Task objective: Find the word "ПИСАРЖЕВСЬКОГО" in the records and copy every line where it occurs.

Given data:

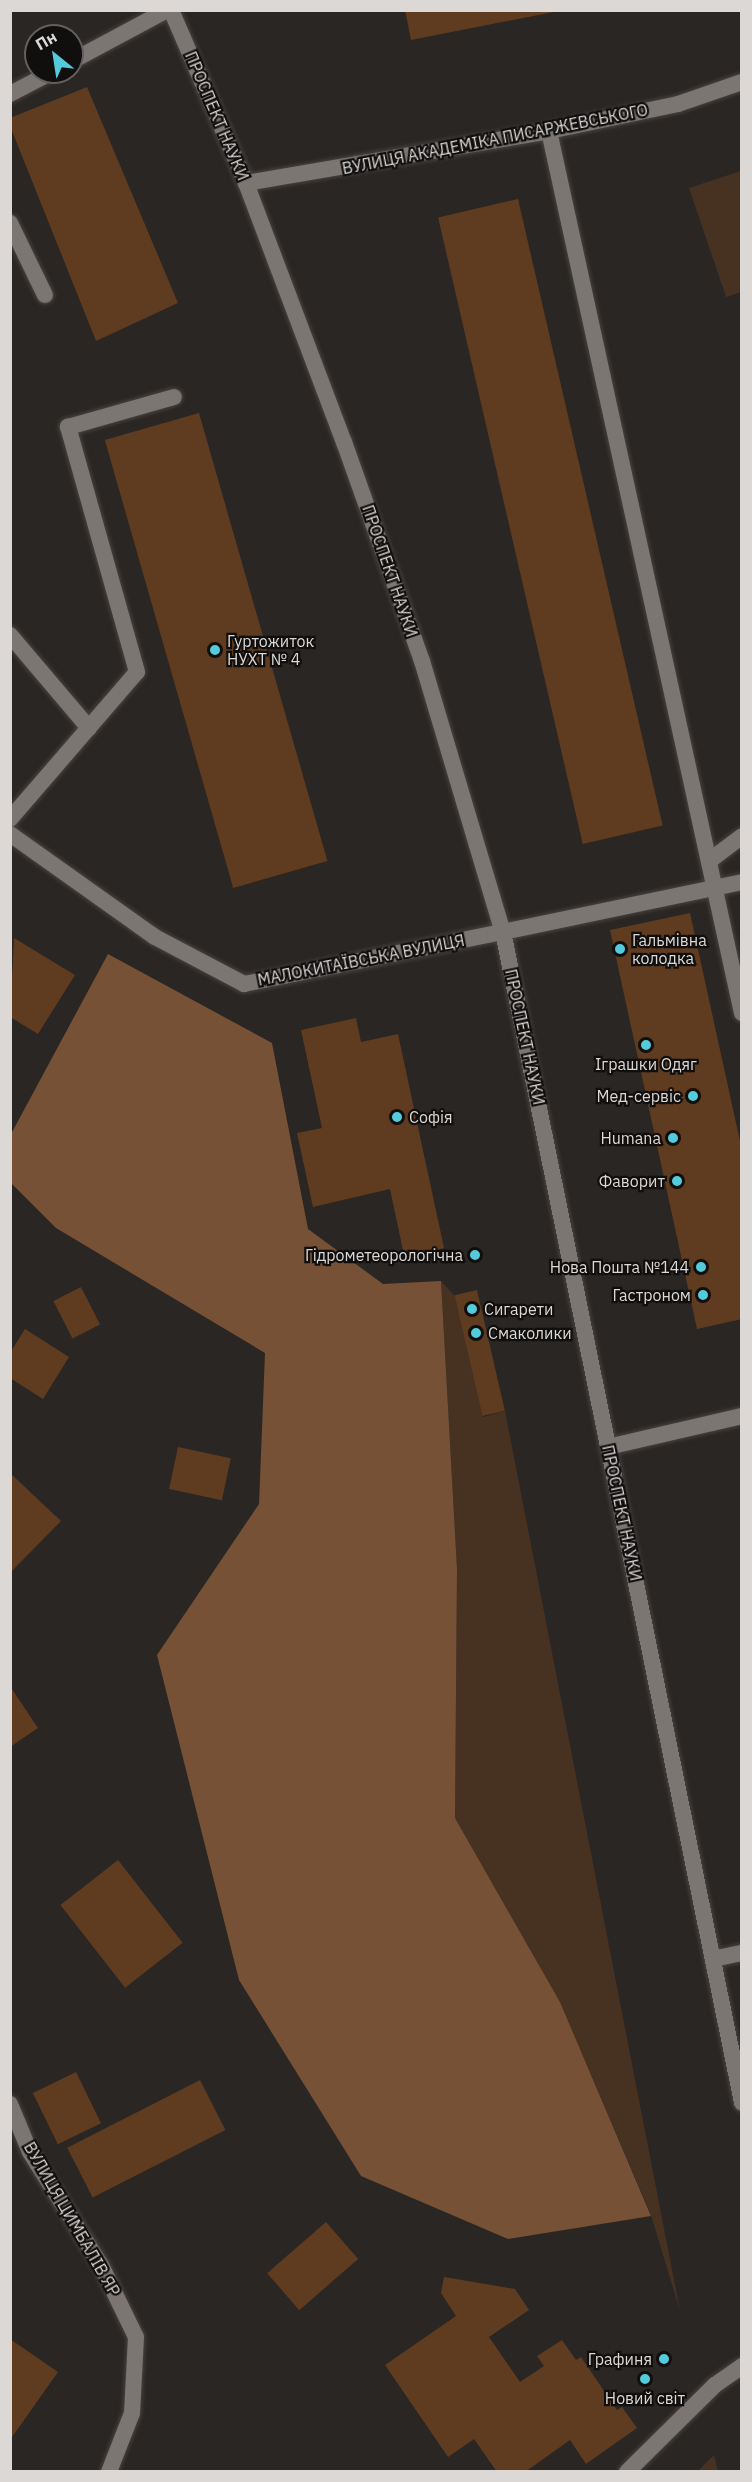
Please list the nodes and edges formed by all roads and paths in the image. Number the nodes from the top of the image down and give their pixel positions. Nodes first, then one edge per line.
1 (169, 10) edge
2 (84, 56) edge
3 (741, 82) edge
4 (29, 84) edge
5 (10, 94) edge
6 (549, 131) junction
7 (246, 183) junction
8 (10, 223) edge
9 (45, 295) dead end
10 (174, 398) dead end
11 (10, 635) edge
12 (90, 728) junction
13 (10, 819) edge
14 (10, 834) edge
15 (741, 836) edge
16 (710, 861) junction
17 (741, 882) edge
18 (715, 887) junction
19 (503, 932) junction
20 (741, 1013) edge
21 (741, 1416) edge
22 (608, 1447) junction
23 (741, 1953) edge
24 (712, 1959) junction
25 (741, 2103) edge
26 (10, 2104) edge
27 (741, 2366) edge
28 (109, 2472) edge
29 (627, 2472) edge

1 - 2 main road
1 - 7 main road, ПРОСПЕКТ НАУКИ
3 - 6 main road, ВУЛИЦЯ АКАДЕМІКА ПИСАРЖЕВСЬКОГО
4 - 5 main road
6 - 7 main road, ВУЛИЦЯ АКАДЕМІКА ПИСАРЖЕВСЬКОГО
6 - 16 main road
7 - 19 main road, ПРОСПЕКТ НАУКИ
8 - 9 main road
10 - 12 main road
11 - 12 main road
12 - 13 main road
14 - 19 main road, МАЛОКИТАЇВСЬКА ВУЛИЦЯ
15 - 16 main road
16 - 18 main road
17 - 18 main road, МАЛОКИТАЇВСЬКА ВУЛИЦЯ
18 - 19 main road, МАЛОКИТАЇВСЬКА ВУЛИЦЯ
18 - 20 main road
19 - 22 main road, ПРОСПЕКТ НАУКИ
21 - 22 main road
22 - 24 main road, ПРОСПЕКТ НАУКИ
23 - 24 main road
24 - 25 main road, ПРОСПЕКТ НАУКИ
26 - 28 main road, ВУЛИЦЯ ЦИМБАЛІВ ЯР
27 - 29 main road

The completed task:
3 - 6 main road, ВУЛИЦЯ АКАДЕМІКА ПИСАРЖЕВСЬКОГО
6 - 7 main road, ВУЛИЦЯ АКАДЕМІКА ПИСАРЖЕВСЬКОГО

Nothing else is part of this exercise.